Finding the inverse of a continuous bijection from $(0,1] \to S^1$.
I would like to find the inverse of a function $f$ with domain and codomain as above, given by
$$
f(x) = \bigl( \cos(2 \pi x), \sin(2 \pi x) \bigr)
$$
Using the normal process of finding the inverse of a parametric equation, I calculated that
$$
t = \frac{\arccos(x)}{2\pi},
\quad
t = \frac{\arcsin(y)}{2\pi}
$$
But for $(x,y)=(0,-1) \in S^1$ these equations give me $t = \frac{1}{4}$ and $t = \frac{-1}{4}$ which is a contradiction, but is also not the map that I want since $f( \frac{1}{4} ) = (0,1)$.
Is there some way to modify the equation I have found to make it a true inverse from $S^1 \to(0,1]$? I realize it cannot be a continuous inverse since $f$ is not a homeomorphism.
Best Answer
The standard definitions of the inverse sine and cosine functions have domain $[-1, 1]$ and produce angles in $[-\pi/2, \pi/2]$ for sine and $[0, \pi]$ for cosine.

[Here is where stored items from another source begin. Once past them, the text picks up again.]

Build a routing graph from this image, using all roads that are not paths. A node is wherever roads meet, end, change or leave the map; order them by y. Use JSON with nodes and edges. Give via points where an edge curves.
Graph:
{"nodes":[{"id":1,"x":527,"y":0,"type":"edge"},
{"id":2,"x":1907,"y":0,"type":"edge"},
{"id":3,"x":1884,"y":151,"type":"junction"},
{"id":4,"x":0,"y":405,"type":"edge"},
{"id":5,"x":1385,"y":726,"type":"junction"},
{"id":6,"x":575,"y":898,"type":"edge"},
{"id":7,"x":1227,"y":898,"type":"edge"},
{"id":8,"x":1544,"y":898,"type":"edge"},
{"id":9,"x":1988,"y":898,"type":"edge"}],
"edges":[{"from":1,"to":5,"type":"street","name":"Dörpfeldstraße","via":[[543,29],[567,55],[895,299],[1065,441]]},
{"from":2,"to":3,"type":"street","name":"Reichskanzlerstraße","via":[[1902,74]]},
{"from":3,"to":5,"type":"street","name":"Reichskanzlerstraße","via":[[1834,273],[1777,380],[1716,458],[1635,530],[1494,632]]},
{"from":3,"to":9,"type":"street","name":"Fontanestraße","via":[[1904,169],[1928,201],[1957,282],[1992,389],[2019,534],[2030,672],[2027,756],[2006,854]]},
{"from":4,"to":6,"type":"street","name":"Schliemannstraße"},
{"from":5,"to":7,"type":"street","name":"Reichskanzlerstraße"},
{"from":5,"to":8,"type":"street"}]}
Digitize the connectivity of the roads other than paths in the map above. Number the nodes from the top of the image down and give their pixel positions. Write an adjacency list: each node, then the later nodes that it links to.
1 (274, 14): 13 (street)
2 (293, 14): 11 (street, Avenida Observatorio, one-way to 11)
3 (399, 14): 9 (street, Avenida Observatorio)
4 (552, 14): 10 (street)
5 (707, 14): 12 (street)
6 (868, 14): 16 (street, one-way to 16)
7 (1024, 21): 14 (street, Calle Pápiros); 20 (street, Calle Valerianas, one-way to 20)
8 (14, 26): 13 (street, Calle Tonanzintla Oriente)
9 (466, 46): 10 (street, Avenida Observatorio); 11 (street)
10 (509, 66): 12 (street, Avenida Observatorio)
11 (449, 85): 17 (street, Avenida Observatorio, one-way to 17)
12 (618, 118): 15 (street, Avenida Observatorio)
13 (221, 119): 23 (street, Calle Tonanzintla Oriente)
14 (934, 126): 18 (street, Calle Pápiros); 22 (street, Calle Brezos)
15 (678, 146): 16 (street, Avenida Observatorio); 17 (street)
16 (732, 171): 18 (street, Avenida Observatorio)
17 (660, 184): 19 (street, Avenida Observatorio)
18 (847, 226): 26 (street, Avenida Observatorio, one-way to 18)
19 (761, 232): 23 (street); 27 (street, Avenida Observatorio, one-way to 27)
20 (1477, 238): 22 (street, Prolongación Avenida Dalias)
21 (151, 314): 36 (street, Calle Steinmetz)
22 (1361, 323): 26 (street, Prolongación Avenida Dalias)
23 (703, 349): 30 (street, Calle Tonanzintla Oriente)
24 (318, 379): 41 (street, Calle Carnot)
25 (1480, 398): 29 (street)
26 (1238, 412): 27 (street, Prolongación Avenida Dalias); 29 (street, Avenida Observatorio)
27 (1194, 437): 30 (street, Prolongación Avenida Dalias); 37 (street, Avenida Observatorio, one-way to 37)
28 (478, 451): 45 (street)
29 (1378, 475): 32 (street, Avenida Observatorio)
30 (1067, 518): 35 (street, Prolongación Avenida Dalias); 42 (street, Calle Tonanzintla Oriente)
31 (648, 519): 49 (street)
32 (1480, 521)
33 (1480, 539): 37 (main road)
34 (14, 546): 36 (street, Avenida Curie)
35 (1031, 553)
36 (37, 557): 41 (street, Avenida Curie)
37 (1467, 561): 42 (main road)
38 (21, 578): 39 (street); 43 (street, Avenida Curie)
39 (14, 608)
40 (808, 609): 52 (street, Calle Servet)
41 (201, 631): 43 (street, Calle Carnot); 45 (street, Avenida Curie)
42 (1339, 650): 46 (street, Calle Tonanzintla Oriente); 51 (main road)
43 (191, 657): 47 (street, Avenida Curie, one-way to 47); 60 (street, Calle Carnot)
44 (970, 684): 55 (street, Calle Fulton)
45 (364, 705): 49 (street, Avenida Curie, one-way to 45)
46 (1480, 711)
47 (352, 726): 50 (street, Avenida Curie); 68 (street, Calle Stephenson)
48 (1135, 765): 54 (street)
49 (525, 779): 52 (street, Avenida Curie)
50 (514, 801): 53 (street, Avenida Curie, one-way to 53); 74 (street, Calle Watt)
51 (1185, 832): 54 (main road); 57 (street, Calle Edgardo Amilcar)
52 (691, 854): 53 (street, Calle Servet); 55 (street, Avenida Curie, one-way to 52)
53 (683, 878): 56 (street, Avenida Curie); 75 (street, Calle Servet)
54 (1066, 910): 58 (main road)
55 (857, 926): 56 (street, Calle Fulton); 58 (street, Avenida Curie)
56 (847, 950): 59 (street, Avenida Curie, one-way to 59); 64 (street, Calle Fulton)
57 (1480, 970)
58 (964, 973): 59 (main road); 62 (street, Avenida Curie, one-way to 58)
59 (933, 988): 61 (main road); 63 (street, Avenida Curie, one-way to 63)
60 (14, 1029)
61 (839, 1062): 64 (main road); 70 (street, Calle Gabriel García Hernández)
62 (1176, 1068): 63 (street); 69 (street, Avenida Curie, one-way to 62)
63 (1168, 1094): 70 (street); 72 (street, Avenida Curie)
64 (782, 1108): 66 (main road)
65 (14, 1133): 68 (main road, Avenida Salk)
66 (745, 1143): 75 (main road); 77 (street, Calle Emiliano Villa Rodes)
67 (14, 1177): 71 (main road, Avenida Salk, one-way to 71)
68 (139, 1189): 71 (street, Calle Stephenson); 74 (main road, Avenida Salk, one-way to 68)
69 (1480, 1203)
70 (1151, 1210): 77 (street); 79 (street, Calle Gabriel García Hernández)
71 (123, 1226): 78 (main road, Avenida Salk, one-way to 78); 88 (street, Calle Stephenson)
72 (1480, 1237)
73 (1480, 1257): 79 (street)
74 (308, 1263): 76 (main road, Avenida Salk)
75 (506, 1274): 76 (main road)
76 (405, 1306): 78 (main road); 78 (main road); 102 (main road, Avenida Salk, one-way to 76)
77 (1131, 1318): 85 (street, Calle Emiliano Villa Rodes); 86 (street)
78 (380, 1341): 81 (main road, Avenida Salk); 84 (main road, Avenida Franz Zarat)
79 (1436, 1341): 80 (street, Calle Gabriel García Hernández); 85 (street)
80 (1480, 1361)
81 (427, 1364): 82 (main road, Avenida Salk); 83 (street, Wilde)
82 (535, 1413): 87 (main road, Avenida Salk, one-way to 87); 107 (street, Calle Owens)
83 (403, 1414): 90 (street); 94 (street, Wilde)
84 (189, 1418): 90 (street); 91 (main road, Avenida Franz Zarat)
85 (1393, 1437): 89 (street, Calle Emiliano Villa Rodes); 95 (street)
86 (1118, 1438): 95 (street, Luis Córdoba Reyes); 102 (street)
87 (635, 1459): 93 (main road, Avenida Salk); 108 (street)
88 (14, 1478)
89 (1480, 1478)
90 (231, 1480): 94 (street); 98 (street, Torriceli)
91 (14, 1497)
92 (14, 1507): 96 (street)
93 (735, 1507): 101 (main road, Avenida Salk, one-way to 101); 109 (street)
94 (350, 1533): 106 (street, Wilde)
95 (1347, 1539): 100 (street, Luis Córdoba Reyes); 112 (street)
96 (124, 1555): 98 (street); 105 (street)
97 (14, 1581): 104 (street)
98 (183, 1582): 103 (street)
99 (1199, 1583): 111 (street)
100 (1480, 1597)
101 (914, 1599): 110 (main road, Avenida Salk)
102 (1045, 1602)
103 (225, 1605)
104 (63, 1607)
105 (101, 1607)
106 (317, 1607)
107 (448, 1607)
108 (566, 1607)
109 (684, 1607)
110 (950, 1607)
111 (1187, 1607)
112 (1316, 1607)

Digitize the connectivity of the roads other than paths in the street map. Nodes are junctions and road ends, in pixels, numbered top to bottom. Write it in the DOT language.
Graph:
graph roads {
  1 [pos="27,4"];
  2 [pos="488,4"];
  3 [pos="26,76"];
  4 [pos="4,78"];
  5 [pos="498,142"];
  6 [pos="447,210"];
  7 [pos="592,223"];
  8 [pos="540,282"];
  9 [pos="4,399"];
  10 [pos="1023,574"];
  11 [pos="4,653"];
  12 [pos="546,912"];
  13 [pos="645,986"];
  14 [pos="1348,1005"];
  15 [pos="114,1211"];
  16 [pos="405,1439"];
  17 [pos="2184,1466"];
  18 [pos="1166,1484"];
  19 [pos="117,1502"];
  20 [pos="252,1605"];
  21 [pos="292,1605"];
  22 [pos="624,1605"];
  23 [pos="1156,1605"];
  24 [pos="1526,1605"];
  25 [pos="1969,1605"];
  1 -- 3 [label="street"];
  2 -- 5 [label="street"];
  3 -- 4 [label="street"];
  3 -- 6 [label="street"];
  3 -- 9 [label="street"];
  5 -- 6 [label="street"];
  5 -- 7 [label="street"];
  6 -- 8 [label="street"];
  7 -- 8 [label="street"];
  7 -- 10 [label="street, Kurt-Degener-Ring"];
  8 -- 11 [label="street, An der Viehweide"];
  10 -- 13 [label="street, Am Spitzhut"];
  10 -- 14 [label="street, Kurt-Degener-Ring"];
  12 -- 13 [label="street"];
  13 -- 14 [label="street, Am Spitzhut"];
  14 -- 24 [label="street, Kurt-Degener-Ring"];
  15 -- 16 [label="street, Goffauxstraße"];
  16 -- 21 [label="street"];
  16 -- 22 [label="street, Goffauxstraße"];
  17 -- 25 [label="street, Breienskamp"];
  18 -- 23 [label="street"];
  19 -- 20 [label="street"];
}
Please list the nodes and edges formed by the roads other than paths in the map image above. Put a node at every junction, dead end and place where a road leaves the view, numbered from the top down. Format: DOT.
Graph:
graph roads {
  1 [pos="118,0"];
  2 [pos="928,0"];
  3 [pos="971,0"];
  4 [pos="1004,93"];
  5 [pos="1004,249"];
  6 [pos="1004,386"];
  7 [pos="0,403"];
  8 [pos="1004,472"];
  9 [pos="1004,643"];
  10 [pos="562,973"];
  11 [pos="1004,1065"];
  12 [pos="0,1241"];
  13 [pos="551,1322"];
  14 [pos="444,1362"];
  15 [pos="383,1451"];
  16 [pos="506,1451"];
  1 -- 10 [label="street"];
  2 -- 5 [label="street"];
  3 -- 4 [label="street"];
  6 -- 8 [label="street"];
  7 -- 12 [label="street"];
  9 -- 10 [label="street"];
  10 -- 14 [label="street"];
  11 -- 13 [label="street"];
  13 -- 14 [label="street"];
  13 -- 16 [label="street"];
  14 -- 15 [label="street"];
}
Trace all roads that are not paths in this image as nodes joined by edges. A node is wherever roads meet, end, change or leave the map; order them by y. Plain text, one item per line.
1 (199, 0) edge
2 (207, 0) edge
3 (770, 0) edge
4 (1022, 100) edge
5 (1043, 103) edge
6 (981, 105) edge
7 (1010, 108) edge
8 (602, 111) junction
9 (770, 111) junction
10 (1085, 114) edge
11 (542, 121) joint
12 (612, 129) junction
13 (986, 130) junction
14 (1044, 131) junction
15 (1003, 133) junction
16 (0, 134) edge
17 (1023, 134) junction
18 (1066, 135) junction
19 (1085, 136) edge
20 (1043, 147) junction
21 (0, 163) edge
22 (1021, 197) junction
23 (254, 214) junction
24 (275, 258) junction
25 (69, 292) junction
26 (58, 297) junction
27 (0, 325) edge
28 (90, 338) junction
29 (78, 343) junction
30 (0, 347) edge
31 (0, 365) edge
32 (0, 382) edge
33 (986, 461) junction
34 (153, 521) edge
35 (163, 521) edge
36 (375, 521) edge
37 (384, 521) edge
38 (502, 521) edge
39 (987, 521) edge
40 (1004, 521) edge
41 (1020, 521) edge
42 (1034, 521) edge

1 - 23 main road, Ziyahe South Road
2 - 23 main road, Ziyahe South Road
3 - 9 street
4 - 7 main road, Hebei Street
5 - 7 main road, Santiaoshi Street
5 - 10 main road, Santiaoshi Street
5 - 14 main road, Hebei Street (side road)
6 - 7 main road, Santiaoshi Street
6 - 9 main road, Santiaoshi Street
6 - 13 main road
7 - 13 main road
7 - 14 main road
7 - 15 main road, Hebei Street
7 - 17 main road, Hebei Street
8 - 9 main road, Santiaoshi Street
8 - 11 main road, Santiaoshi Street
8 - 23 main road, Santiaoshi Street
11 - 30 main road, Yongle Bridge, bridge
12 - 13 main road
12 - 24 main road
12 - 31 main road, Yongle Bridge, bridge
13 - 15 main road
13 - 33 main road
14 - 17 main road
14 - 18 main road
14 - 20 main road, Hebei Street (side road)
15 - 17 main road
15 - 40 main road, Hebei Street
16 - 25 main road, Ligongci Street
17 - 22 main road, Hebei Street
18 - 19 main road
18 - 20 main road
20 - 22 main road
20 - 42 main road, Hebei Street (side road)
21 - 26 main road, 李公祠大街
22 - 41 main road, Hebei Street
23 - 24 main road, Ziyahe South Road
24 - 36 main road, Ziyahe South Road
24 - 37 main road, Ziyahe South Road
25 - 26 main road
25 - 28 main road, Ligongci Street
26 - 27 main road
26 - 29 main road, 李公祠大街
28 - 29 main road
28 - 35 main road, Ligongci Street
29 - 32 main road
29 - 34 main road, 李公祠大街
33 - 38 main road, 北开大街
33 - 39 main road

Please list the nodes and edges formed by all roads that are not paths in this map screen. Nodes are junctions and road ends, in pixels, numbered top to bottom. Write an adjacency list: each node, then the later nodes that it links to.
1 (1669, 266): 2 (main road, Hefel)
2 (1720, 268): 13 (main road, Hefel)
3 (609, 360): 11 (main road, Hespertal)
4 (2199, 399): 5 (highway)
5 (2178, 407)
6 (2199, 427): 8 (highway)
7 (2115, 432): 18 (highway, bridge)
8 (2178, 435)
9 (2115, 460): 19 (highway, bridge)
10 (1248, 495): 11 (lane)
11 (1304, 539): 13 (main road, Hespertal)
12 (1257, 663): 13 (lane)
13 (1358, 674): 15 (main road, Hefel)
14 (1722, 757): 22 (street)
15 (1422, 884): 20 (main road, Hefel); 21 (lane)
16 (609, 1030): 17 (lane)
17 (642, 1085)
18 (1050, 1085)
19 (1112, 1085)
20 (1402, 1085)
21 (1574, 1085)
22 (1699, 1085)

You have to mess around a bit, patching together shifted versions of these functions to build your inverse function. But it's probably easier to use the inverse tangent function, which has the added advantage of not requiring your circle to have unit radius. Let's call the inverse $g: S^1 \to (0, 1]$.
We go quadrant by quadrant, building the function piecewise. Then we have to check that the definitions agree where they overlap on the axes, so that we have a well-defined function. (It will also be continuous everywhere except at $(1,0) \in S^1$, but I digress.)
For convenience, when $x \neq 0$, let $a(x,y) = \tfrac{1}{2\pi}\arctan \tfrac{y}{x}$, whose range is $\bigl( -\frac14, \frac14 \bigr)$. Then, $$ g(x,y) = \begin{cases} \hfil a(x,y), &x>0, y>0 \\ \hfil \tfrac14, &x=0, y>0 \\ \hfil \tfrac12 + a(x,y), &x<0 \\ \hfil \tfrac34, &x=0, y<0 \\ 1 + a(x,y), &x>0, y \leq 0 \\ \end{cases} $$ works. You need to check that the pieces fit together at $(0,1)$ and $(0,-1)$. Can you take it from here?